“Hazel-grouse, Joe,” faltered I, guessing that some reproof was coming.
“Nasal-grouse, you mean,” said he; promptly adding for my consolation, “She’s a bit of a foreigner, you see, so they take her in about our English birds. Never mind, dear! This bird’s muscles are less tough, at all events, than those of your country fowl who walked from Devonshire last week.” And he turned to his friends and added: “I can give you nothing but the plainest of food, but I always take a pride in its being the best of its kind.”
That was his unfailing word: “The best is good enough for me!” he would say; and he would go himself to the butcher if the Sunday beef had not been succulent, and say kindly: “You need not trouble to send me anything but the best.”
That was why his friends set so much store by his gastronomic opinion—he was a great judge of food, he had it both from his Irish mother and his Cumberland father; he knew good meat when he saw it, as that astute friend of his, the Hertfordshire butcher already mentioned, would tell him; and no one appreciated this more than the late Lord Burnham. They both agreed that plain fare was always the finest—but it must be of the best. A cold sirloin must be served uncut, yet the host of those memorable week-end parties at Hall Barn always knew whether it would be “prime” when cut and would beg Joe to keep a good portion of his appetite for the tasting of it.
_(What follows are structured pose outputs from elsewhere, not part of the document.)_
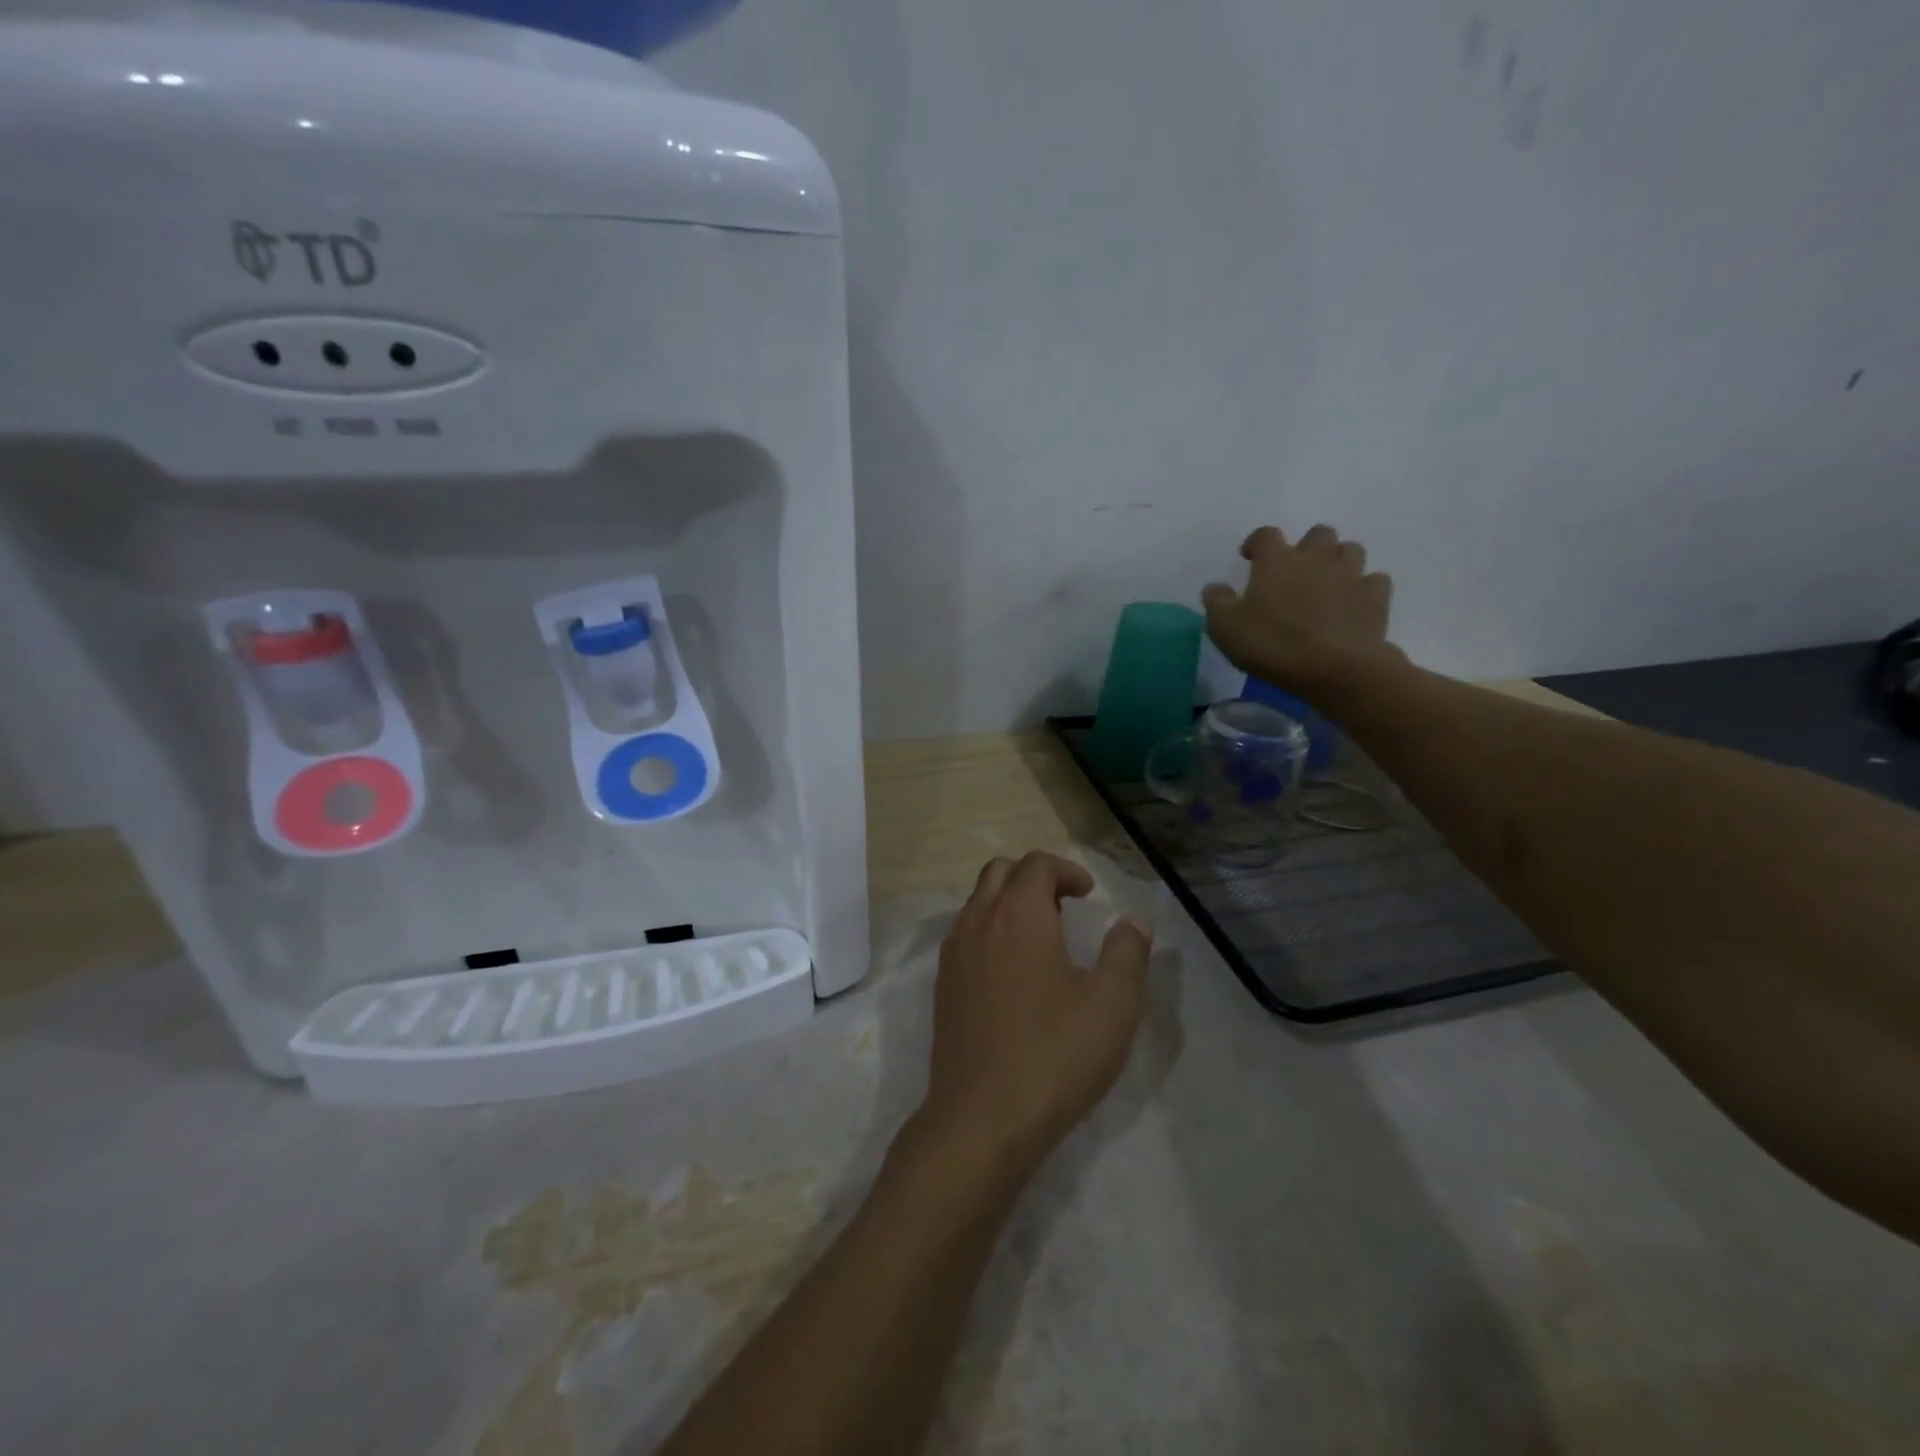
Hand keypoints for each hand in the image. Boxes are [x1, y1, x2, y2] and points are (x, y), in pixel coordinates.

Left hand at [921, 853, 1152, 1175]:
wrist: (982, 1118)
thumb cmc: (1054, 1054)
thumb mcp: (1112, 1004)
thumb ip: (1127, 953)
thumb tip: (1133, 923)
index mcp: (1018, 915)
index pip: (1036, 865)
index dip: (1066, 870)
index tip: (1090, 895)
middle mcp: (978, 923)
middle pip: (999, 873)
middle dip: (1033, 879)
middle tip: (1065, 908)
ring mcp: (954, 955)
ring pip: (977, 904)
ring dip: (1008, 905)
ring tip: (1043, 941)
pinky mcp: (943, 988)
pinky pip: (965, 937)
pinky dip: (990, 933)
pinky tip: (1014, 976)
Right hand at [1202, 524, 1399, 694]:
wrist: (1335, 668)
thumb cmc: (1272, 644)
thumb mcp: (1225, 628)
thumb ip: (1217, 602)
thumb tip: (1215, 586)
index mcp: (1277, 561)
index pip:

Neither of them gave the first place to made-dishes, though Joe could enjoy these when perfect—as they were at that bountiful table.
The made-dishes of unknown cooks he always mistrusted, especially when he had reason to fear that the dinner would be of what he called “the green-grocer’s and pastry-cook’s” class; and I remember his wicked assertion that his “inside was rattling like a pea in a canister” with all the tinned food that he had eaten at one such entertainment.
Alas, that he should have been condemned to some of it, through war necessities, at the end of his life!
He would take pains sometimes in instructing me and our own humble cook in the concoction of some new dish from a good receipt; but nothing was to be spared in the cost of the necessary ingredients: the soup, fish or entree must be made “of the best,” not forgetting that the “pig and onion were the North and South poles of cookery;” and, I think, he might have added also the oyster.
His Christmas turkey was almost always boiled, after his mother’s Irish method, stuffed with oysters and served with fried pork sausages and a lavish oyster sauce or a vol-au-vent of the same; latterly the oysters always came in a barrel from our kind friend “Bertie” Sullivan.
Yes, his friends esteemed him highly as a food expert; there is a letter from Edward Burne-Jones (quoted, I think, by Joe) in which he begs him to order the dinner for some entertainment of his own. “Oh, dear Carr, save my honour,” he writes, “I know no more what dinner to order than the cat on the hearth—less, for she would promptly order mice. Oh, Carr, order a nice dinner so that I may not be quoted as a warning of meanness ... yet not ostentatious and presuming such as would foolishly compete with the banquets of the affluent. O, Carr, come to the rescue!”
This dear friend cared comparatively little for the pleasures of the table, but Joe was even privileged to pass on one of his receipts to an acknowledged gourmet: it was the simmering of a ham half the time in stock and vegetables, and the remainder in champagne—or, failing that, in any good white wine; and as for his salads, he was famed for them.